Civil aviation is the backbone of the transportation industry, connecting numerous markets and transport networks worldwide. Various stakeholders are directly and indirectly involved in the safe transport of passengers and cargo: airports, airlines, ground handling operators, Air Traffic Control (ATC), government authorities / regulators, manufacturers, distributors, service providers, suppliers, and so on. The intricate system formed over the past decades is influenced strongly by the interactions between these stakeholders. Low profit margins induced by strong competition force industry members to advance the frontiers of innovation and development, constantly adapting and optimising processes and technology for high efficiency. More recently, emerging technologies and business models, e.g., Urban Air Mobility and drone deliveries, pose new opportunities and challenges to the aviation sector.
Previous years have seen numerous applications of Artificial Intelligence (AI) and Machine Learning (ML) to aviation with promise of optimising processes and increasing system productivity. In the area of Air Traffic Management (ATM), technologies have been developed and tested which have the potential to reduce CO2 emissions, improve safety margins and support human decision makers. In other areas of aviation, innovations aim to mitigate human error, increase system capacities and overall operational efficiency in both air and land operations.

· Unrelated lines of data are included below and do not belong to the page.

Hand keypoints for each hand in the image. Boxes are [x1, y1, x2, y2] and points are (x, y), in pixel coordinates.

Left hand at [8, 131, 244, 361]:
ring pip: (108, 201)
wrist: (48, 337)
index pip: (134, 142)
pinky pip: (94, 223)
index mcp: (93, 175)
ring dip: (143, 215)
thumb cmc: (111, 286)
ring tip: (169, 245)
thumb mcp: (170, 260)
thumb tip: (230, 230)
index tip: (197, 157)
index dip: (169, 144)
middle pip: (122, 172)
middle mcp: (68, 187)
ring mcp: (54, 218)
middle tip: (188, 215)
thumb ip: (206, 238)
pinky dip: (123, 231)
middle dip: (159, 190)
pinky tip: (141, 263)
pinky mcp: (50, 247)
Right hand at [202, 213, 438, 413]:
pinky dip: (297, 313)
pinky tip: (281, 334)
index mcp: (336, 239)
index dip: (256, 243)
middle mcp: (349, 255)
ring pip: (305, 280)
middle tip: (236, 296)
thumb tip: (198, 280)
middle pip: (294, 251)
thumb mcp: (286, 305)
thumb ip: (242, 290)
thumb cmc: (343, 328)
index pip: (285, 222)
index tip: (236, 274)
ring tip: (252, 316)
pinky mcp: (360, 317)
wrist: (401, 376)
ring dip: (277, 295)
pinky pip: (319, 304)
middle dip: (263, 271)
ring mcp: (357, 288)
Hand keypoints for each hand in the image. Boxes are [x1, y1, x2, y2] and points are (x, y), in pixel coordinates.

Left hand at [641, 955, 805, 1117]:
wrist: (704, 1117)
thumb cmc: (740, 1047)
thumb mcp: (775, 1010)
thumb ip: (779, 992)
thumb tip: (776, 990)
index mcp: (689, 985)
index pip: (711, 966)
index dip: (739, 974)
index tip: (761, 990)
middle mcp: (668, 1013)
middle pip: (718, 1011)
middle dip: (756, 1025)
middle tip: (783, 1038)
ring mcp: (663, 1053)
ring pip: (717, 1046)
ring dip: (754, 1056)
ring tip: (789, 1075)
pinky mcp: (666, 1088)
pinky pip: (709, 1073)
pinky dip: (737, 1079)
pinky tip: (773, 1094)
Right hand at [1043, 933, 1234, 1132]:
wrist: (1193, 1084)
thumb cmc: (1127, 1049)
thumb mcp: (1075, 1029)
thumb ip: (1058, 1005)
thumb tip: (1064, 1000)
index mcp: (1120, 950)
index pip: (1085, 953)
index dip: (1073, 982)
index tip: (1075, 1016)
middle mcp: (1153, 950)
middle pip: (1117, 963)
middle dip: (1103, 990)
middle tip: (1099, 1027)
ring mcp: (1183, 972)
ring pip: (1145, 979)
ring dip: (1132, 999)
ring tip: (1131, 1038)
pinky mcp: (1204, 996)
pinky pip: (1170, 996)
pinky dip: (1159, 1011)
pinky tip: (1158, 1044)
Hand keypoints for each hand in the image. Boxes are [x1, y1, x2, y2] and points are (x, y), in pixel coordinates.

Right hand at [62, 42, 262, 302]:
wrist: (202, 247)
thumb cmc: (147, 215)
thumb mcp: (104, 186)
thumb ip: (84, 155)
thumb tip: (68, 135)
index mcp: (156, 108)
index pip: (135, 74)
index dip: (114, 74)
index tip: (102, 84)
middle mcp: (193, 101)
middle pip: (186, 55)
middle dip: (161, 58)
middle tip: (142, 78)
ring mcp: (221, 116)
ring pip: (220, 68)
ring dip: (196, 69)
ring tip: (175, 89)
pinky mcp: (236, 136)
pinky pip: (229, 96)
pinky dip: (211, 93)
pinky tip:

This track will focus on the most recent developments, discussing the technologies themselves, the implications for the aviation industry both in the air and on the ground, as well as upcoming concepts for mobility. These technologies alone, however, are only half of the story – before technologies become useful, framework requirements must be fulfilled and concepts for their implementation developed. Presenting what actions must be taken for the industry to exploit technological developments and which technologies exist for streamlined integration of AI into aviation will be the second focus of this track.